Stored items:

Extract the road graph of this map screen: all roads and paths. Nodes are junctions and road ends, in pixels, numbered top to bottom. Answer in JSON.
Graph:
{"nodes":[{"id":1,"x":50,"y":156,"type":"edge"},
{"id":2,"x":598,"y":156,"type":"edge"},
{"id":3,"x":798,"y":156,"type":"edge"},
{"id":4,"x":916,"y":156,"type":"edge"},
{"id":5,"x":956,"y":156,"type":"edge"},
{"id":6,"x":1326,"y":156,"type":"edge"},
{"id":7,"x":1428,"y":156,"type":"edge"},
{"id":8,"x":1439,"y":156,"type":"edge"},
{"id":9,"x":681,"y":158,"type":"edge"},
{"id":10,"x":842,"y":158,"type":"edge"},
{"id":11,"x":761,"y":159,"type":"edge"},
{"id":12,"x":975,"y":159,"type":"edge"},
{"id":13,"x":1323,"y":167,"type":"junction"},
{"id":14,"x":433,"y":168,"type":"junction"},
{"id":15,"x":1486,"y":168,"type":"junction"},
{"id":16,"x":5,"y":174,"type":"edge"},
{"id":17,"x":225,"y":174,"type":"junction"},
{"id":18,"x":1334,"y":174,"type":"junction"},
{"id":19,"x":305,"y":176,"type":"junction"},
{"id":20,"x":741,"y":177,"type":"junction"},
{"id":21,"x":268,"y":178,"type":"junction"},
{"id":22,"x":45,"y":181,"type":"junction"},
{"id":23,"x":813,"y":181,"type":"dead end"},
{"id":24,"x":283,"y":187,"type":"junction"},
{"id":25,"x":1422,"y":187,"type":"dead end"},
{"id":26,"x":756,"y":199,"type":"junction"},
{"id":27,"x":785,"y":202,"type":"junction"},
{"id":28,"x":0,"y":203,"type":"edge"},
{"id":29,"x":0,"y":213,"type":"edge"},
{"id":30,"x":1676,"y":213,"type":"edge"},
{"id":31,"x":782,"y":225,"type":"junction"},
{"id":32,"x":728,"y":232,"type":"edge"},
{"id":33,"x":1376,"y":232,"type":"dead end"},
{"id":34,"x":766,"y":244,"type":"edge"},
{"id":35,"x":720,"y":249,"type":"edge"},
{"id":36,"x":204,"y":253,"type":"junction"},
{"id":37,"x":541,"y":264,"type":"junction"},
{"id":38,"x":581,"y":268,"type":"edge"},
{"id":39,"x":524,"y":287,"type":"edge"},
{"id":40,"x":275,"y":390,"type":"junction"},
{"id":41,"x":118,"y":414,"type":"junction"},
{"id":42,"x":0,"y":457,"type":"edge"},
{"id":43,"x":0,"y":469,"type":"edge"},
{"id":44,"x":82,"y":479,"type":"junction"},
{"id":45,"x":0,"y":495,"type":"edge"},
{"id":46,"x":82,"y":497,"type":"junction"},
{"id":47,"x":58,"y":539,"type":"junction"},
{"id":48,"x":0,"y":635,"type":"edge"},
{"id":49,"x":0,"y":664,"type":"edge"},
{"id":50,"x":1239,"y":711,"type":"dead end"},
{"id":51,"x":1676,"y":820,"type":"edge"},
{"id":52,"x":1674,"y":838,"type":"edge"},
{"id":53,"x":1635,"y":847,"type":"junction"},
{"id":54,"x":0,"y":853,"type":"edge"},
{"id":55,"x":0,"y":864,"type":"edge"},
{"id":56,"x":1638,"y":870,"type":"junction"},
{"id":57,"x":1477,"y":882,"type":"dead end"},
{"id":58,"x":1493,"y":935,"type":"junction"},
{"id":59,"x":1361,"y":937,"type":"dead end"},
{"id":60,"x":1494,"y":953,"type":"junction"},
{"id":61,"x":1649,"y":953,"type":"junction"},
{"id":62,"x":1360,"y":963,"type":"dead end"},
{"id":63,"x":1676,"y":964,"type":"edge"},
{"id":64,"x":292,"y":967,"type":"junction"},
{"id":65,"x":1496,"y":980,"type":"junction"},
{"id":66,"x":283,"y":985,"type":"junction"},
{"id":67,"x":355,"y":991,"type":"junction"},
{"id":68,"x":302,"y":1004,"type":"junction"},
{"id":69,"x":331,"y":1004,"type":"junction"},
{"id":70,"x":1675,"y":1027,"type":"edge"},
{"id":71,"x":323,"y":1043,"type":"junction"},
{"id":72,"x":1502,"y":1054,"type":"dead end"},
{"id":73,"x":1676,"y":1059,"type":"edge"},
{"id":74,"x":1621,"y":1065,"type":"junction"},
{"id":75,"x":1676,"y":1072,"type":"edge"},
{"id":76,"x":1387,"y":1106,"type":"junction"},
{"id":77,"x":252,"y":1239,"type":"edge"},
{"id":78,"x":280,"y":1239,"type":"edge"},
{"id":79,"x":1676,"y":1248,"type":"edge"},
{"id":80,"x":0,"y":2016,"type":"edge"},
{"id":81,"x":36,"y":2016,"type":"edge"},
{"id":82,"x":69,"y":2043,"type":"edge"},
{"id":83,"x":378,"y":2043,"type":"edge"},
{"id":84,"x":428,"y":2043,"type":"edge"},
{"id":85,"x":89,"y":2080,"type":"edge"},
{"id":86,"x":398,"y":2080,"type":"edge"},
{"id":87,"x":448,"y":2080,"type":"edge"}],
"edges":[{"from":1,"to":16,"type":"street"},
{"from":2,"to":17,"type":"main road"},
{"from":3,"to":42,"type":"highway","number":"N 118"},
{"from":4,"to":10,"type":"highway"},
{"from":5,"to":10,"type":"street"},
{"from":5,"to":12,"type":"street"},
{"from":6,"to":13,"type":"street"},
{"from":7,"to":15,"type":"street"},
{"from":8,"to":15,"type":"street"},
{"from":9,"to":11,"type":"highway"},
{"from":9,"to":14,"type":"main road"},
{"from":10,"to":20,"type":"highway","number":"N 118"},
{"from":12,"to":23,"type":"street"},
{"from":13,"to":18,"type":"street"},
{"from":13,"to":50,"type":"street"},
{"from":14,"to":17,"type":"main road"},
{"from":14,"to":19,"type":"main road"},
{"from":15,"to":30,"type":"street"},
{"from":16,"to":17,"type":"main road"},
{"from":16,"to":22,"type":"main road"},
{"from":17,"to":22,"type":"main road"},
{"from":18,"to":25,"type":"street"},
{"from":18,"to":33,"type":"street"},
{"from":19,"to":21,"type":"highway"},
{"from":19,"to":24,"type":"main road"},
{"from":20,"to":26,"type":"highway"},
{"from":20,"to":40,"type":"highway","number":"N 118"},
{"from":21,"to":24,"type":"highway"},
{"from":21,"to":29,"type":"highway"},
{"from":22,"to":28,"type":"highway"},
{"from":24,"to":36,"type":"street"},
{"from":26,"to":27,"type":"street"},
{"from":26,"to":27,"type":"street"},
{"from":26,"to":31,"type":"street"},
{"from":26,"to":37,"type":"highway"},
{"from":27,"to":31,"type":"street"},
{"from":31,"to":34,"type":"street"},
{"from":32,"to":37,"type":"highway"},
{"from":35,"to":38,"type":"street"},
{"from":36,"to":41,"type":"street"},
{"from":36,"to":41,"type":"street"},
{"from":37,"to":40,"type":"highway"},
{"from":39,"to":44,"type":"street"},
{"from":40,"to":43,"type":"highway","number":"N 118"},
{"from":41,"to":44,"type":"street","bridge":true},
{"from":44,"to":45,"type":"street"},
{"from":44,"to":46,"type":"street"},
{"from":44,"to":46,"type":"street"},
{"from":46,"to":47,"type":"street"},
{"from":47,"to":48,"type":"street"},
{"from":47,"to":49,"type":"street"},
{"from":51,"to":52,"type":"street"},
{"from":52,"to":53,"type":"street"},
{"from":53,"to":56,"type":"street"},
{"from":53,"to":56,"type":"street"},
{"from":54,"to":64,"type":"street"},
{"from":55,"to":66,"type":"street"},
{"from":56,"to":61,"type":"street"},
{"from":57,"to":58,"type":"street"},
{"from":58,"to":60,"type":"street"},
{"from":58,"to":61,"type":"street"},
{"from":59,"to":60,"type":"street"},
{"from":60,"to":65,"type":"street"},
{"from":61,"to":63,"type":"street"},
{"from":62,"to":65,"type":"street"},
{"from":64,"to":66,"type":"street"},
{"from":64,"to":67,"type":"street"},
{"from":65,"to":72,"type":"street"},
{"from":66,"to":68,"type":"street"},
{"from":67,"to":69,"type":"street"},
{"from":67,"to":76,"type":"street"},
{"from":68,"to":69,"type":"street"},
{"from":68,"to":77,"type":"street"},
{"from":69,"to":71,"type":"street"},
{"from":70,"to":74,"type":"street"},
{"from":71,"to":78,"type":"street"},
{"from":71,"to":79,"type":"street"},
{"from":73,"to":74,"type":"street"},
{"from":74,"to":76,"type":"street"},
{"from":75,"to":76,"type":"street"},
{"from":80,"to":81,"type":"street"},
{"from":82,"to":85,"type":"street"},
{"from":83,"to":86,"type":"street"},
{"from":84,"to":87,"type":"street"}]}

▶ _Description of the task_
Only one number is expected: the count of lines in the entries holding the string "main".

▶ _Exercise answer_
8